As the name suggests, you can't digest resistant starch so it ends up in the bowel in pretty much the same form it entered your mouth. As unlovely as that seems, once in the bowel this resistant starch does some important things, including decreasing bowel pH and transit time, and increasing the production of short-chain fatty acids. These effects promote the growth of good bugs while keeping bad bugs at bay. A University of Colorado Cancer Center review published in this month's issue of the journal Current Opinion in Gastroenterology shows that resistant starch also helps the body resist colorectal cancer through mechanisms including killing pre-cancerous cells and reducing inflammation that can otherwise promote cancer.

"Resistant starch is found in peas, beans and other legumes, green bananas, and also in cooked and cooled starchy products like sushi rice and pasta salad. You have to consume it at room temperate or below as soon as you heat it, the resistant starch is gone. But consumed correctly, it appears to kill pre-cancerous cells in the bowel," says Janine Higgins, PhD, CU Cancer Center investigator and associate professor of Pediatrics at the University of Colorado School of Medicine.

Higgins describes studies showing that rats fed resistant starch show decreased numbers and sizes of lesions due to colorectal cancer, and an increased number of cells that express the protein IL-10, which acts to regulate the body's inflammatory response.

"Resistant starch may also have implications for the prevention of breast cancer," Higgins says. "For example, if you let rats get obese, get them to lose the weight, and then feed half of the rats a diet high in resistant starch these rats don't gain back the weight as fast as rats fed a regular, digestible starch diet. This effect on obesity may help to reduce breast cancer risk as well as having implications for the treatment of colorectal cancer."
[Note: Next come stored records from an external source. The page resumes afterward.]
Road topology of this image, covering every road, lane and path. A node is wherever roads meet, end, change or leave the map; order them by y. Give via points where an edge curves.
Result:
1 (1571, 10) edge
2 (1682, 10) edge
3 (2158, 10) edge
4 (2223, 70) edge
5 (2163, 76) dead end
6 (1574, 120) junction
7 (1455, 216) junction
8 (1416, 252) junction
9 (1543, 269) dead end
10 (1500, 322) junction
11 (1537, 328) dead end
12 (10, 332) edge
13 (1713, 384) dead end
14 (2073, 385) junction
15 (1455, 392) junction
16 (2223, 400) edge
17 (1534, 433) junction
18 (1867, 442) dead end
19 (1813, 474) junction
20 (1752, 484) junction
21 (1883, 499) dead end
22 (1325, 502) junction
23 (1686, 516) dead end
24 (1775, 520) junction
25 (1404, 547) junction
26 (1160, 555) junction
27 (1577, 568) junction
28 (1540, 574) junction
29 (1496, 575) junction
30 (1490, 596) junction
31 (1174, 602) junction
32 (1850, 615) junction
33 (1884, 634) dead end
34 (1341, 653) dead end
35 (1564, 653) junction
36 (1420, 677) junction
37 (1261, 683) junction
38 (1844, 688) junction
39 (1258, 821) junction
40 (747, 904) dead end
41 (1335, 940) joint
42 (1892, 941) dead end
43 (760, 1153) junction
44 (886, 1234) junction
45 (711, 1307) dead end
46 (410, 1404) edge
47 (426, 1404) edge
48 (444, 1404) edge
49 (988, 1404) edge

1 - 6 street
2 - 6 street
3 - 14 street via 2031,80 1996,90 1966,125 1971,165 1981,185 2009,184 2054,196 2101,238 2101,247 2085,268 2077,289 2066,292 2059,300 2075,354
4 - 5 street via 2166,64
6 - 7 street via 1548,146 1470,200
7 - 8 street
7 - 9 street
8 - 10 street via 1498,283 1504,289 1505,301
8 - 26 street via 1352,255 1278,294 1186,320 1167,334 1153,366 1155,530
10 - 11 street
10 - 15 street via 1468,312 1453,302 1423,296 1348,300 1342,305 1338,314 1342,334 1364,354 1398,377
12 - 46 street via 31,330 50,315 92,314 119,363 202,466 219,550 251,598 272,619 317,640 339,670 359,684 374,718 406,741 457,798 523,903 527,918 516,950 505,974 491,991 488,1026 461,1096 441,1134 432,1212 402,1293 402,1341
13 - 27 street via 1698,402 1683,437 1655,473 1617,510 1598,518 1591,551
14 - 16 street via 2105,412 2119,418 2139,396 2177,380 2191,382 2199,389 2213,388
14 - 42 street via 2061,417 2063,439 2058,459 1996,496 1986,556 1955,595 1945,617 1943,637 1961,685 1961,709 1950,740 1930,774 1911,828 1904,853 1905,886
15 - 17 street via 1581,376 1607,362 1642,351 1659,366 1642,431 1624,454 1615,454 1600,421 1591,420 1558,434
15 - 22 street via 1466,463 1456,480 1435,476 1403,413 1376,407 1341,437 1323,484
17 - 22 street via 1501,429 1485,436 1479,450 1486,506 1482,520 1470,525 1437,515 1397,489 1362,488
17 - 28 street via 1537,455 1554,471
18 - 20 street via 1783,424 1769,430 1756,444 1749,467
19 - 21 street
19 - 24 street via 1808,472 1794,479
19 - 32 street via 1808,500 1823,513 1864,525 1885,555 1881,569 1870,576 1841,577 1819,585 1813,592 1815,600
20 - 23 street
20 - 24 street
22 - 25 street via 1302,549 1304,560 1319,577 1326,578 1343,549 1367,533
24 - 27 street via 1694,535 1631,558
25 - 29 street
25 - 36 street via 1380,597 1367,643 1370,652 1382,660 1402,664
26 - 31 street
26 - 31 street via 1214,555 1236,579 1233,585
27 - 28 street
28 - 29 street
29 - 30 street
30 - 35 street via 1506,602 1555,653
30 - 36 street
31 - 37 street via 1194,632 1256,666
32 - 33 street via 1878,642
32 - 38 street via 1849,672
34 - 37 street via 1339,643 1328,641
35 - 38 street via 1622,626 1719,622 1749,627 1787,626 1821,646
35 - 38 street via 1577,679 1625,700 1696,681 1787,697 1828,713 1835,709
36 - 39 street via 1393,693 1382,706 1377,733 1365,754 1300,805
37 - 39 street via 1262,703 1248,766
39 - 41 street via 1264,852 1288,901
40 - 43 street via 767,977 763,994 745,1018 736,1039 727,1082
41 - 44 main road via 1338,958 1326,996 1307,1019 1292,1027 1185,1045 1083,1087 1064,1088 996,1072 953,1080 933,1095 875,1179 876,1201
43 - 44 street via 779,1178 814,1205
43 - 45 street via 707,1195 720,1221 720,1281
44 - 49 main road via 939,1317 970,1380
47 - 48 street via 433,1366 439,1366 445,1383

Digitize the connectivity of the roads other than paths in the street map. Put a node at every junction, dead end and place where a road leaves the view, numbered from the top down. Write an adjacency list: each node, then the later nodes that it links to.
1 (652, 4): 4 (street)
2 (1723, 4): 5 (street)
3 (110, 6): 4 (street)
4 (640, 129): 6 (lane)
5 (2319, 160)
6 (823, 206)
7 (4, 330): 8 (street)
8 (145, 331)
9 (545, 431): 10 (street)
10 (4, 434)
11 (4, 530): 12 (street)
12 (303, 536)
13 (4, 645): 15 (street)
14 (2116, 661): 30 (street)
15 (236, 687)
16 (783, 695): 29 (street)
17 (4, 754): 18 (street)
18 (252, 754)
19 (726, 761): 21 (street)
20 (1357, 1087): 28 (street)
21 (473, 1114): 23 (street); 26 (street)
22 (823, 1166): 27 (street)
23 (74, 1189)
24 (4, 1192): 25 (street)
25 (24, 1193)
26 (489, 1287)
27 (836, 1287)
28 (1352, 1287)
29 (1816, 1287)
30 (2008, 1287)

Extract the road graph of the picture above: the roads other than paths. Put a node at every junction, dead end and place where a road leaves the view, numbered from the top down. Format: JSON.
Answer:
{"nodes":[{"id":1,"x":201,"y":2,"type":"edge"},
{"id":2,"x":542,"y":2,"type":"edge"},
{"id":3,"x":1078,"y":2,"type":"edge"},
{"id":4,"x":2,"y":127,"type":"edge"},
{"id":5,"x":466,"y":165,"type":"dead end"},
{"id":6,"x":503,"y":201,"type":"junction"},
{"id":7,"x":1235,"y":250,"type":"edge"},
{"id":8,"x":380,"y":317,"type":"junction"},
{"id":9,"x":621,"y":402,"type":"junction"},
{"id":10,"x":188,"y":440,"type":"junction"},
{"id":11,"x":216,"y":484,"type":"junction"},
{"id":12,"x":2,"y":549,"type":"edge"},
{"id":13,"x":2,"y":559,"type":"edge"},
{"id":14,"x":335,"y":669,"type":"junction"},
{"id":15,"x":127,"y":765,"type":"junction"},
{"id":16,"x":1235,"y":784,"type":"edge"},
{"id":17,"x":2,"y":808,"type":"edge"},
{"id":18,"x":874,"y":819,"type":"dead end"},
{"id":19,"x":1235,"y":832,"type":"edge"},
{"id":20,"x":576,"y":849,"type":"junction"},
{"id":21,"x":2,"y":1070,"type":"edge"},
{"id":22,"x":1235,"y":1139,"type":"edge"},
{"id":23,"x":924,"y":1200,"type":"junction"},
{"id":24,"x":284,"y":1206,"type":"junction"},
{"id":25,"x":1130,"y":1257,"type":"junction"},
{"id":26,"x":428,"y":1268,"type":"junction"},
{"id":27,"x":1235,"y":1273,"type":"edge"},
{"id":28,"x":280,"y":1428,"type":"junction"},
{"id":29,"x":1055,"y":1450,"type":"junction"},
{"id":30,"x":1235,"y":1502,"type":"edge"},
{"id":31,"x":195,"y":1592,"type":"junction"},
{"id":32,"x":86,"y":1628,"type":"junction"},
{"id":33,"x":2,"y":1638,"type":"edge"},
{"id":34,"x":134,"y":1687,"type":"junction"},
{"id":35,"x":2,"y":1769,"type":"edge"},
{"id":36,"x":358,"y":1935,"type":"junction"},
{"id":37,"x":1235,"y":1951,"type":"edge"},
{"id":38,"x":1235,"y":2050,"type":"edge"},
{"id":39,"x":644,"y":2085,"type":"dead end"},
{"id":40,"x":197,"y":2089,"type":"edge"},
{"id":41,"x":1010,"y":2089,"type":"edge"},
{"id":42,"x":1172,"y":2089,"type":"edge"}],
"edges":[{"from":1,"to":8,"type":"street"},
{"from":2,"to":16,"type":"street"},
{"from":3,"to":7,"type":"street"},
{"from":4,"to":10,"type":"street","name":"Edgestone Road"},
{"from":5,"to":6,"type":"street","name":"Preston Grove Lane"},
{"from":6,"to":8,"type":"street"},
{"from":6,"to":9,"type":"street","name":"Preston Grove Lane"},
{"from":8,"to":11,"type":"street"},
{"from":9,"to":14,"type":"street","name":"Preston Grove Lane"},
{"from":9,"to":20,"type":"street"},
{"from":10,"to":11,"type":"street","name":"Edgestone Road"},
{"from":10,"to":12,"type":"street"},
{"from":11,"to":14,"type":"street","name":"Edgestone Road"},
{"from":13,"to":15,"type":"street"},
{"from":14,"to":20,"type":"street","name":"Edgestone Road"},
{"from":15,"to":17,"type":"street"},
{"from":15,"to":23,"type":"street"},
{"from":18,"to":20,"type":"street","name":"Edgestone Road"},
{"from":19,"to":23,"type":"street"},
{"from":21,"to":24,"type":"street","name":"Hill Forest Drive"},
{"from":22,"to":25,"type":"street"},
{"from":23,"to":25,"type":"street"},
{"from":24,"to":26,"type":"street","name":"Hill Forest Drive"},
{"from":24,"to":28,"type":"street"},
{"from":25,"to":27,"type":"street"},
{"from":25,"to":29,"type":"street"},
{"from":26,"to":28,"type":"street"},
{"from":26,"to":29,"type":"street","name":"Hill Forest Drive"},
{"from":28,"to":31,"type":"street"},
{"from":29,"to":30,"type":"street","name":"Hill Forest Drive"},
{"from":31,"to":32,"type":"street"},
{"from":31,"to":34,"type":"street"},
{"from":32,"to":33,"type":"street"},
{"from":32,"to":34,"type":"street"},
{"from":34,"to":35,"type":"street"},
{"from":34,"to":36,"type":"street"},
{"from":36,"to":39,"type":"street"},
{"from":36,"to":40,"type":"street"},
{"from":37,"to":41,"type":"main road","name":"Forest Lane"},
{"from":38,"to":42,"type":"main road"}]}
"There are a lot of things that feed into the same model of resistant starch as a cancer-protective agent," Higgins says. "Much of this information currently comes from rodent models and small clinical trials but the evidence is encouraging." On the table now is a menu of benefits and while it's just now being studied which benefits, exactly, will pan out as mechanisms of cancer prevention, one thing is clear: resistant starch should be on the menu.